I was on the Pew Research website recently and marveled at the range of studies the organization publishes. One of their core subjects: trust.
We live in a world that trusts institutions like businesses less; trusts differently than past generations; and seeks reliable information in new ways. Interestingly, people are skeptical about the internet as a place for trustworthy information…even as they still see it as among the first places to go for information.
What does this mean for the growing business?
One thing to ensure is a credible digital footprint, and not just the obvious like a useful website or thoughtfully-presented social media presence. There is also a premium on reviews on places like Google, Facebook or LinkedIn. Businesses benefit from having more positive reviews online—and preparing to respond to the inevitable negative ones.
I like to think about this through the lens of real people. How do events unfold for them?

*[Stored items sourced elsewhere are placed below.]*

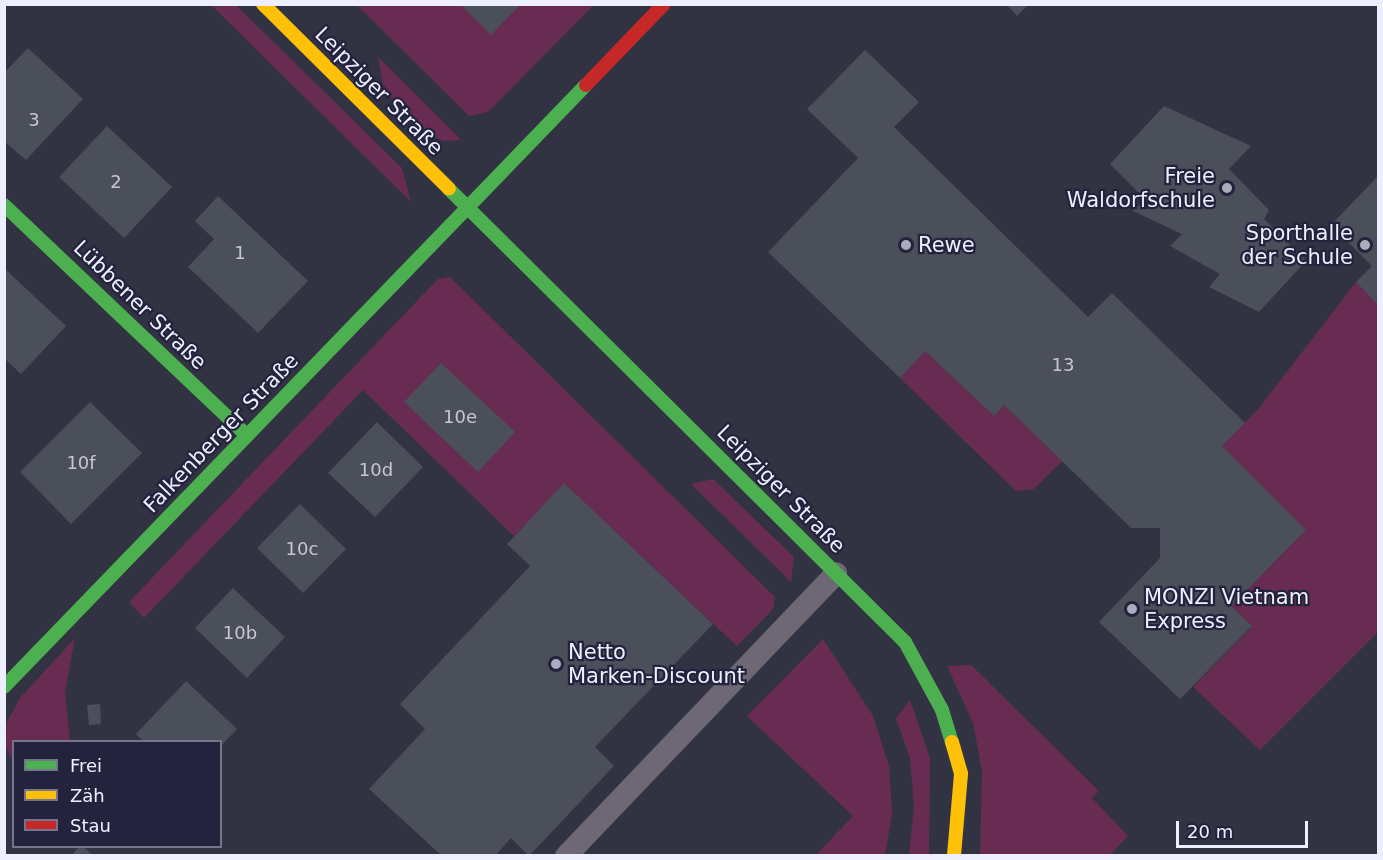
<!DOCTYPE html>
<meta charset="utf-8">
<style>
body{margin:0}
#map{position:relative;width:1383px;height:860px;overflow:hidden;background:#323342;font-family:"DejaVu Sans",sans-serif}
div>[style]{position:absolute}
.green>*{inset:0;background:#682c53}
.building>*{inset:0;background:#4a4f5a}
.lane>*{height:22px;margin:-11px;padding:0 11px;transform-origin:11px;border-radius:11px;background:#6e6874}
.fast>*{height:14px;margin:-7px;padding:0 7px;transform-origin:7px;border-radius:7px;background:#4caf50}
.slow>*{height:14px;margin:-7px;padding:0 7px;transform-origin:7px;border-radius:7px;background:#ffc107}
.jam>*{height:14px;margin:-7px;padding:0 7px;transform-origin:7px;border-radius:7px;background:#c62828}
.dots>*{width:16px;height:16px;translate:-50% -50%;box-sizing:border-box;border:3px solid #23233e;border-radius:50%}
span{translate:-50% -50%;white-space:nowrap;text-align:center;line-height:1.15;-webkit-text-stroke:4.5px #23233e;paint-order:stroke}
.number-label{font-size:18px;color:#c5c7d5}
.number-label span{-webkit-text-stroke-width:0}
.street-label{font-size:21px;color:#eeeffe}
.poi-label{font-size:21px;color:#eeeffe}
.right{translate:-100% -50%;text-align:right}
.left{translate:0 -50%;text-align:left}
.frame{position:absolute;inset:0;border:6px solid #eeeffe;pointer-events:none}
.legend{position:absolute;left:12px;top:740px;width:210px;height:108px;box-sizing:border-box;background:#23233e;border:2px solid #74758b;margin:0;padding:8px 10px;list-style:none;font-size:18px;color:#eeeffe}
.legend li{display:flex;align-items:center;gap:12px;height:30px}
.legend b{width:30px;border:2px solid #74758b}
.scale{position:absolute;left:1176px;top:821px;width:132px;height:27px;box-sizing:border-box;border:3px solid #eeeffe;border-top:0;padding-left:8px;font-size:18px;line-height:21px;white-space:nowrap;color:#eeeffe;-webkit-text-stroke:4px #23233e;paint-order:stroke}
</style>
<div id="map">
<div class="green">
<i style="clip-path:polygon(211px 5px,236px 5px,402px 168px,411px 202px)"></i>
<i style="clip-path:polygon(357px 5px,594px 5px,488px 112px,469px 116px)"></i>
<i style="clip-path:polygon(378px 57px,461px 140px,443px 141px,428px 133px,384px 90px)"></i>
<i style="clip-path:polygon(450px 277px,775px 597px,773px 609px,737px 646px,564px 484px,514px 536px,363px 390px,144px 618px,129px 602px,438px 279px)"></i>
<i style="clip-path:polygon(1356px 282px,1378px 305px,1378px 632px,1260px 750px,1193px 687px,1252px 627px,1231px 606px,1306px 530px,1222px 446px,1259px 408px)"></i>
<i style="clip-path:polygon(925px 351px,994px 416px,1004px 405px,1062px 461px,1034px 489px,1016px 491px,900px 378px)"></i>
<i style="clip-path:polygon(713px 479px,794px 557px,791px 582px,691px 484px)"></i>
<i style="clip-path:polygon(75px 638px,65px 692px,70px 741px,14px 742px,13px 761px,5px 745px,7px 722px,20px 698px)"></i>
<i style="clip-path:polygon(823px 639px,873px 716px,889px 766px,892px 814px,885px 855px,816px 855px,853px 816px,747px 716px)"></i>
<i style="clip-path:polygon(971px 665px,1099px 791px,1092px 798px,1128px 836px,1110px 855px,980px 855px,982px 771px,973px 723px,947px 666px)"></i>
<i style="clip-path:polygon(910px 700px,930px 758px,929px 855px,909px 855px,914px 805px,910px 759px,896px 718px)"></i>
</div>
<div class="building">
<i style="clip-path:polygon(460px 4px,521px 4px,491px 35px)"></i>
<i style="clip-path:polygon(1006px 4px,1029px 4px,1017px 16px)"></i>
<i style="clip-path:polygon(28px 48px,83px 99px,26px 160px,4px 141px,4px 73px)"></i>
<i style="clip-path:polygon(865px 50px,919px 102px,894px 127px,1088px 317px,1112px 293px,1245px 423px,1222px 446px,1306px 530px,1231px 606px,1252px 626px,1180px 699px,1099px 622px,1160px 558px,1160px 528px,1131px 528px,1004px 405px,994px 416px,925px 351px,900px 378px,768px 252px,858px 158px,807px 109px)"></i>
<i style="clip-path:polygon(1164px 106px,1251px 146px,1229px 169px,1269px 210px,1264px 219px,1306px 261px,1259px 312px,1209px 287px,1220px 274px,1170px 246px,1182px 234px,1133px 211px,1145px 199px,1110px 164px)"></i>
<i style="clip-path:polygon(107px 126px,172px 187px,124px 238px,59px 177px)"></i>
<i style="clip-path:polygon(1378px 176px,1378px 305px,1356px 282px,1372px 266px,1331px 225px)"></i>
<i style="clip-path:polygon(218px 196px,308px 281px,258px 333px,188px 267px,214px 239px,195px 221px)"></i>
<i style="clip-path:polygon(4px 268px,66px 326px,21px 374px,4px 358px)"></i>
<i style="clip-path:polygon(441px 363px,515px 432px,478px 472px,404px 402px)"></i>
<i style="clip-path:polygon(90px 402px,142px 453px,71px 524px,20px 472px)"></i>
<i style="clip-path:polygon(377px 422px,423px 467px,375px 517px,328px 473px)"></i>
<i style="clip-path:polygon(564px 483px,713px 624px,595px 747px,614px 766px,529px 856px,511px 838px,495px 856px,442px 856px,369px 789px,425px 729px,400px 704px,530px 566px,507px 544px)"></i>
<i style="clip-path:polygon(300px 504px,346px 549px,303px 593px,257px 548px)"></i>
<i style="clip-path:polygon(233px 588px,285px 637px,247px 678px,195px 628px)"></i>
<i style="clip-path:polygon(186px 681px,237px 729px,220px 747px,220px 742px,144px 742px,136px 734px)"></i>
<i style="clip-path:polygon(100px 704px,101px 724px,89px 725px,87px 705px)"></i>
<i style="clip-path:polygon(80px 846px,83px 846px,93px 856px,71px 856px)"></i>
</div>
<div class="lane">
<i style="left:566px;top:856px;width:391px;rotate:-46.3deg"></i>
</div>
<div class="fast">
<i style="left:449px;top:189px;width:643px;rotate:44.81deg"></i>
<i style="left:905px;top:642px;width:77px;rotate:61.4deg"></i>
<i style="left:942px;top:710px;width:34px;rotate:73deg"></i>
<i style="left:4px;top:205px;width:334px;rotate:43.5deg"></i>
<i style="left:4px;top:687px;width:837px;rotate:-45.97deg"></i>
</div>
<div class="slow">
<i style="left:263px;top:4px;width:262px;rotate:44.8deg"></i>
<i style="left:952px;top:742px;width:33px;rotate:74deg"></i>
<i style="left:961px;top:774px;width:82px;rotate:94.9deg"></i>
</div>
<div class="jam">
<i style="left:586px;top:85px;width:112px;rotate:-46.1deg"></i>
</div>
<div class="dots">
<i style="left:1227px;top:188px;background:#acadbc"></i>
<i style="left:906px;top:245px;background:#acadbc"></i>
<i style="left:1365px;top:245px;background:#acadbc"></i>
<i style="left:1132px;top:609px;background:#acadbc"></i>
<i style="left:556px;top:664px;background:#acadbc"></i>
</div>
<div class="number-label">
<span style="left:34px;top:120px">3</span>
<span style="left:116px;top:182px">2</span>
<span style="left:240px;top:253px">1</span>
<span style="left:1063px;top:365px">13</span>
<span style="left:460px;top:417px">10e</span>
<span style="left:81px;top:463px">10f</span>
<span style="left:376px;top:470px">10d</span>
<span style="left:302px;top:549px">10c</span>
<span style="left:240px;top:633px">10b</span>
</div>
<div class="street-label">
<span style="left:379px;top:91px;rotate:45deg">Leipziger Straße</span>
<span style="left:140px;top:305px;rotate:44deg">Lübbener Straße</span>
<span style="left:221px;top:433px;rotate:-46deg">Falkenberger Straße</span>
<span style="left:781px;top:489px;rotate:45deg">Leipziger Straße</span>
</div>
<div class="poi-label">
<span class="right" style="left:1215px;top:188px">Freie<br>Waldorfschule</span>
<span class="right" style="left:1353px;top:245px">Sporthalle<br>der Schule</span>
<span class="left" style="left:918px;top:245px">Rewe</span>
<span class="left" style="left:1144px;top:609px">MONZI Vietnam<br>Express</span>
<span class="left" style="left:568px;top:664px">Netto<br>Marken-Discount</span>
</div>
<div class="frame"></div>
<ul class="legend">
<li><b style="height:8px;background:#4caf50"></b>Frei</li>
<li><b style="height:8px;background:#ffc107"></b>Zäh</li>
<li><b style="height:8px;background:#c62828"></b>Stau</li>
</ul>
<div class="scale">20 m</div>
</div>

Perhaps a neighbor says “you really ought to call so and so” over a fence. Or a business associate says the same thing over lunch. Then the potential customer looks to validate that recommendation.
It’s not that they don’t trust the person giving the referral; they just want to learn more about the company that, potentially, can address their issue. And that probably means going to a website or social media or Google. Or all of the above.
The question is whether the journey that began over a fence or at lunch ends with contact from a prospect inclined to trust the person on the other end of the phone or computer. It’s all about closing the trust gap and even speeding up the sales cycle.